Action item » Below are records to transcribe exactly, without their pictures.

[Records from a data source]
★ ★ ★ ★ ★ ★ ★

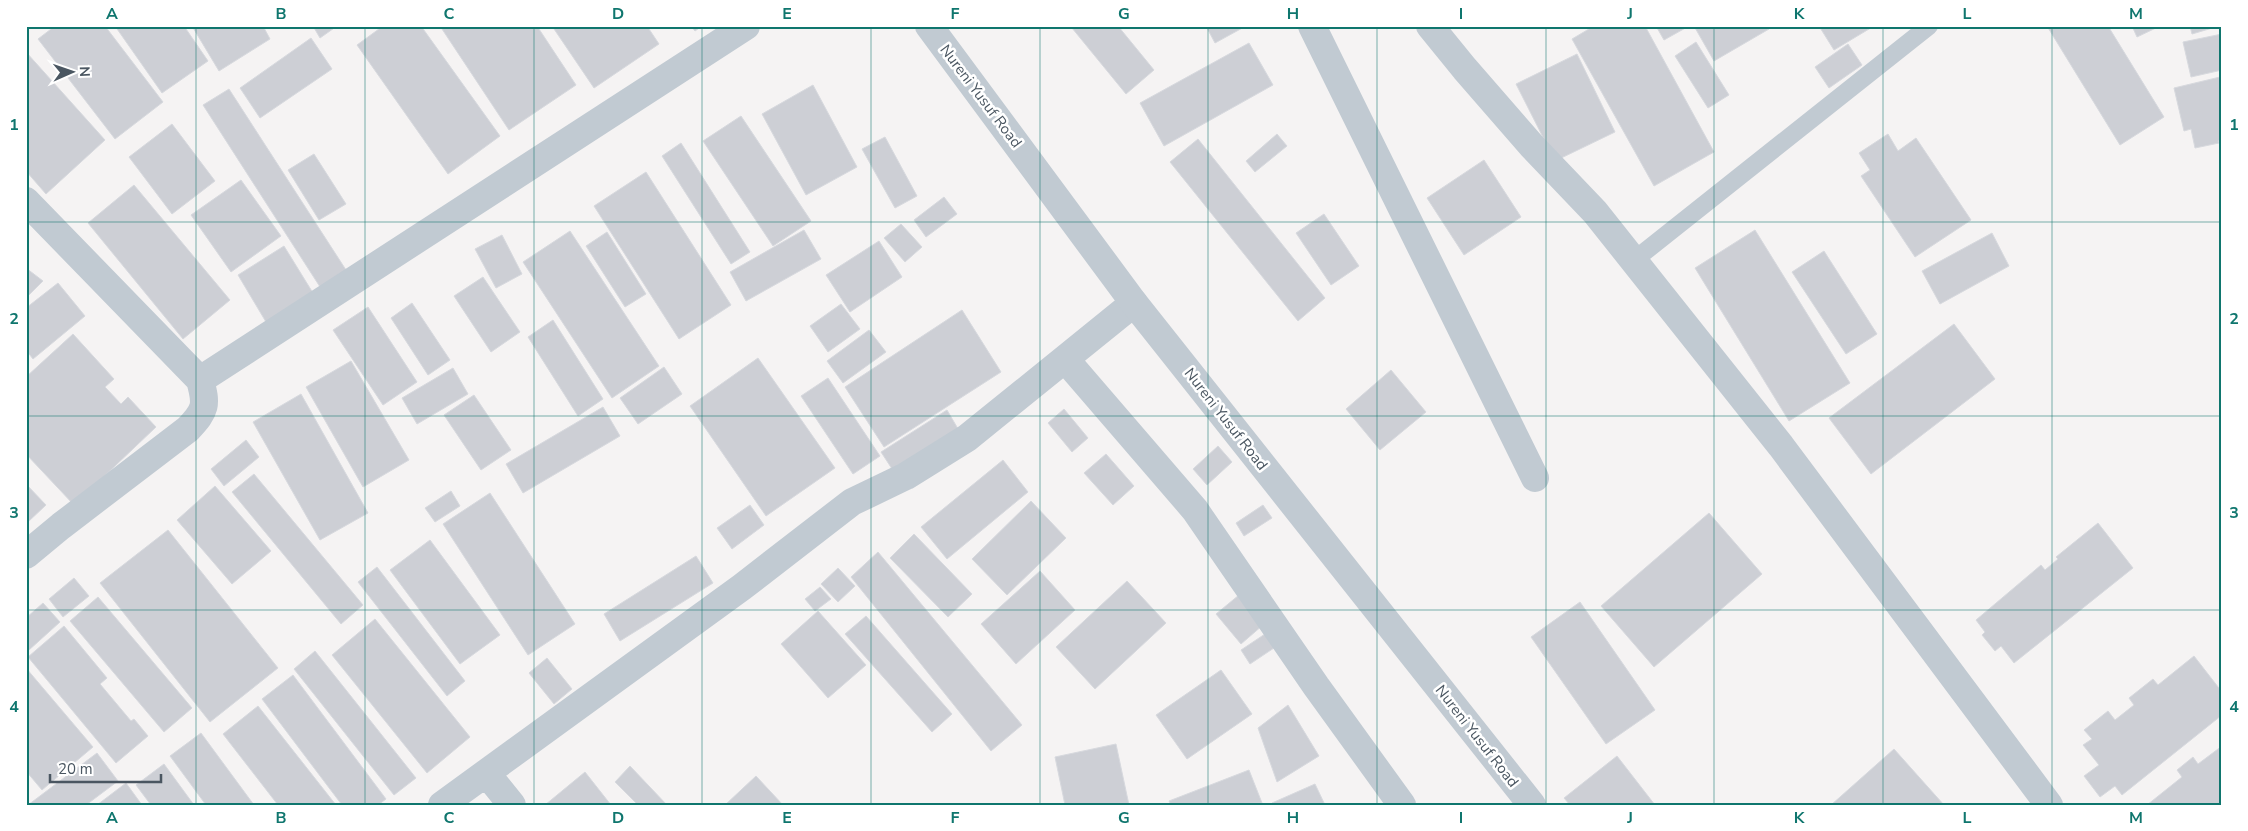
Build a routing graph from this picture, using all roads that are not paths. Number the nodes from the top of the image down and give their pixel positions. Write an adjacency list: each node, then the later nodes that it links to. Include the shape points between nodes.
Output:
1 (746, 26): 10 (street)
2 (928, 26): 8 (street, Nureni Yusuf Road)
3 (1312, 26): 11 (street)
4 (1430, 26): 7 (street)
5 (1929, 26): 7 (lane)
6 (26, 201): 10 (street)
7 (1634, 260): 18 (street, via 1780,446)
8 (1134, 303): 9 (street); 17 (street, Nureni Yusuf Road)
9 (1065, 359): 13 (street, via 967,438 906,476 852,502); 16 (street, via 1195,510)
10 (200, 380): 12 (street, via 206,400 202,414 188,429)
11 (1536, 478)
12 (26, 556)
13 (487, 774): 14 (street); 15 (street)
14 (442, 805)
15 (512, 805)
16 (1402, 805)
17 (1532, 805)
18 (2049, 805)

★ ★ ★ ★ ★ ★ ★

Response for this exercise »
Build a routing graph from this picture, using all roads that are not paths. Number the nodes from the top of the image down and give their pixel positions. Write an adjacency list: each node, then the later nodes that it links to. Include the shape points between nodes.
Output:
1 (746, 26): 10 (street)
2 (928, 26): 8 (street, Nureni Yusuf Road)
3 (1312, 26): 11 (street)
4 (1430, 26): 7 (street)
5 (1929, 26): 7 (lane)
6 (26, 201): 10 (street)
7 (1634, 260): 18 (street, via 1780,446)
8 (1134, 303): 9 (street); 17 (street, Nureni Yusuf Road)
9 (1065, 359): 13 (street, via 967,438 906,476 852,502); 16 (street, via 1195,510)
10 (200, 380): 12 (street, via 206,400 202,414 188,429)
11 (1536, 478)
12 (26, 556)
13 (487, 774): 14 (street); 15 (street)
14 (442, 805)
15 (512, 805)
16 (1402, 805)
17 (1532, 805)
18 (2049, 805)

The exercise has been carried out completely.